Bessborough campaigners shocked at decision to allow apartments to be built

Bessborough campaigners shocked at decision to allow apartments to be built

Michael Bolton

A woman whose brother died six weeks after he was born at the Bessborough Mother and Baby Home in Cork has said that she is shocked at a decision to allow apartments to be built at a place where her mother “”last cradled her baby.”

William Walsh was just six weeks old when he died of renal abscess septicaemia in 1960.

His sister Carmel Cantwell, who is the spokesperson for the Bessborough Mother and Baby Home Support Group, says that the nuns at the home failed to get him appropriate medical help

“He was born a healthy baby. He needn’t have died. My Mum knows he was neglected. It took them nearly three weeks to send him to hospital. He became sick on his third day of life.

He was a little fighter. If he had been given an antibiotic when he was three or four days old he probably would have survived. It was pure neglect.”

Madeleine Bridget Marvier was 17 when she was admitted to Bessborough. She gave birth to William two months later.

Cantwell says that she and her 83-year-old mother regularly walk around the grounds of Bessborough.

“I know some horrific things happened there, and it was the most horrendous part of my mother’s life. But she feels at peace there because it is the last place she held her baby.

The one fact that she holds on to is the fact that that is the last place she saw him and the last place she cradled him.

Bessborough has come to mean so much to our family. I have met so many people who feel the same. I think if you start building there it wont’t end with these apartments.

In future, what happened at Bessborough will be forgotten about.”

Cantwell is calling on the Government to issue a Compulsory Purchase Order to protect the site.

Taoiseach Michael Martin attended the annual Bessborough vigil last year and is on the record as saying that Cork City Council should have purchased the land for a memorial site.

Cantwell believes that there can be a collective failure to understand “the trauma involved in this place and what it means and why it must be remembered.”

“This should be a memorial park. A site of conscience..

Nearly 10,000 people have signed a petition asking that the site (be subject) to a CPO. We are going to get that printed off and will present it in person to the Dail.

“Michael Martin has (previously) said that he couldn’t intervene at Bessborough while there was active planning.

He needs to make up his mind. You are either with us or you are not. So many people are in support of us. I don’t know how the support can be ignored.”

Meanwhile, Dublin Social Democrats councillor Noelle Browne, who was born in Bessborough, told 96FM that she was heartbroken at the decision by An Coimisúin Pleanála to allow apartments to be built at the site.

In an interview with the Opinion Line, Ms Browne said that the reality is that children were buried in Bessborough.

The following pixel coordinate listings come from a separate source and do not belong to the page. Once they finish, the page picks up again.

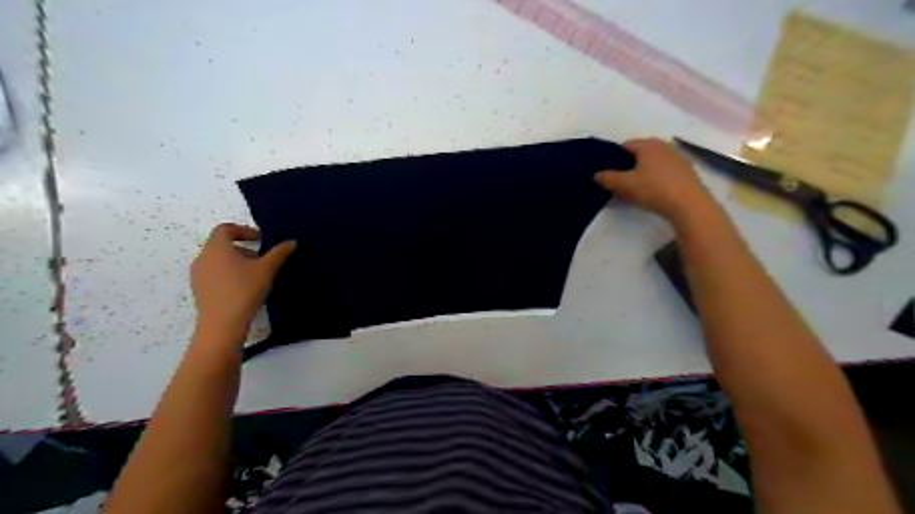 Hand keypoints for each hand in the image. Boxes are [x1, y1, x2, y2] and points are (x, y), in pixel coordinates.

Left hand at [190, 224, 295, 339]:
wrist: (222, 323)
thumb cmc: (244, 289)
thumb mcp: (267, 269)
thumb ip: (279, 252)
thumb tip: (292, 241)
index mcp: (216, 247)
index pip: (226, 228)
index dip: (244, 230)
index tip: (262, 240)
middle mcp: (203, 257)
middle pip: (222, 244)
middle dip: (244, 248)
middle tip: (263, 259)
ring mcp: (198, 274)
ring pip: (219, 260)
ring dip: (237, 262)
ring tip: (256, 275)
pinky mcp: (199, 289)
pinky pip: (215, 274)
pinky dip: (229, 274)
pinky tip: (244, 288)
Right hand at [599, 137, 717, 222]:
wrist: (689, 204)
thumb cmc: (654, 189)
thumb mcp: (625, 185)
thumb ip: (608, 178)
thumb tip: (597, 174)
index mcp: (648, 144)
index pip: (625, 145)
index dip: (614, 158)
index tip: (609, 173)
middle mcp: (663, 145)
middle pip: (640, 153)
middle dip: (629, 165)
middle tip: (620, 182)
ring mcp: (678, 157)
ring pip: (653, 162)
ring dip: (643, 172)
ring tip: (637, 189)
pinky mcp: (687, 171)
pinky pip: (665, 170)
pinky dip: (657, 177)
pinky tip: (654, 192)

“Do we just build on graveyards now? Is that what we do to solve the housing crisis? There are plenty of other places to build.

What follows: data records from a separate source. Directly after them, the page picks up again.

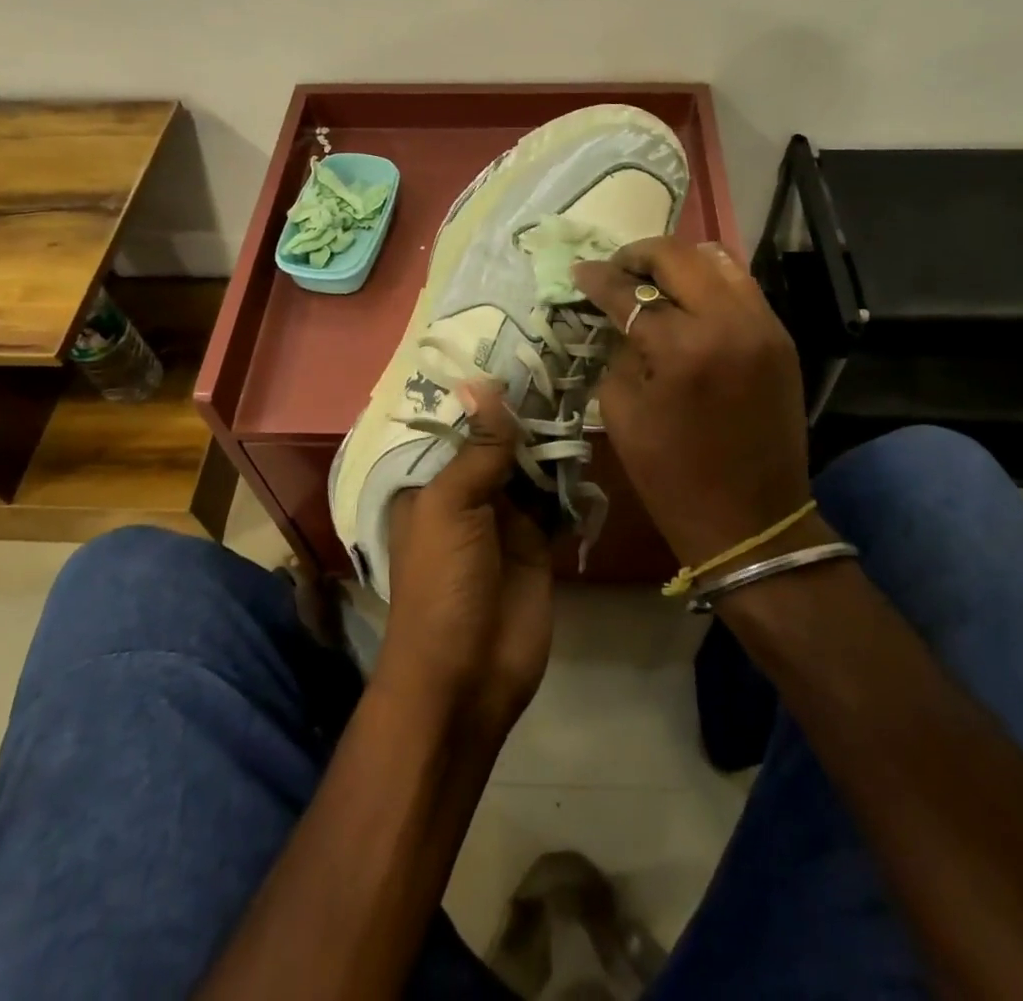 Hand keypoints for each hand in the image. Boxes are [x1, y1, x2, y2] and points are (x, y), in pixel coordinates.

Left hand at [379, 383, 552, 742]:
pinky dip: (571, 478)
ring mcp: (505, 518)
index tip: (514, 347)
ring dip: (552, 440)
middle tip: (560, 359)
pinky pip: (557, 499)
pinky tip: (590, 442)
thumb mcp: (450, 507)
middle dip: (525, 411)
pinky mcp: (539, 542)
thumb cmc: (442, 583)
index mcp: (432, 482)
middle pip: (498, 442)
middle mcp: (467, 493)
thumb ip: (477, 449)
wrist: (468, 675)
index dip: (483, 392)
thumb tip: (486, 384)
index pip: (458, 425)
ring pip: (531, 466)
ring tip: (580, 388)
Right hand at [573, 239, 814, 569]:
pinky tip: (688, 300)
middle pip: (679, 257)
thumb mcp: (621, 414)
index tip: (579, 271)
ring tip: (652, 279)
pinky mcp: (782, 339)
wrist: (753, 521)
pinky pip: (742, 287)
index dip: (598, 278)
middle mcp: (729, 323)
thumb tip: (618, 317)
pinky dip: (709, 283)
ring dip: (679, 262)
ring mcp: (764, 326)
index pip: (630, 293)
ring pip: (718, 260)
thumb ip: (618, 352)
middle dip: (638, 255)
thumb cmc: (672, 477)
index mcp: (682, 349)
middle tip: (615, 269)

We will keep fighting. This is not over. This decision today is absolutely horrendous. It is so against who we are as a nation. We understand the rituals around death and burial in this country."

Browne said that in addition to disease, many babies were “left to die” of hunger in Bessborough.

She added that these deaths should be acknowledged.

“Those children do matter. It is our duty to speak their names and never let them be forgotten. This is not right and is against all of who we are.

Bessborough operated as a mother and baby home from the time of its purchase by the Sisters of the Sacred Heart of Jesus and Mary in 1922 until the late 1990s.

In 2021, the Commission of Investigation into Mother and Baby Homes said that it had been able to establish that 923 babies and infants died in Bessborough between 1922 and 1998.

Despite “very extensive enquiries and searches", the Commission said it had been able to establish the burial place of only 64 children in various city cemeteries.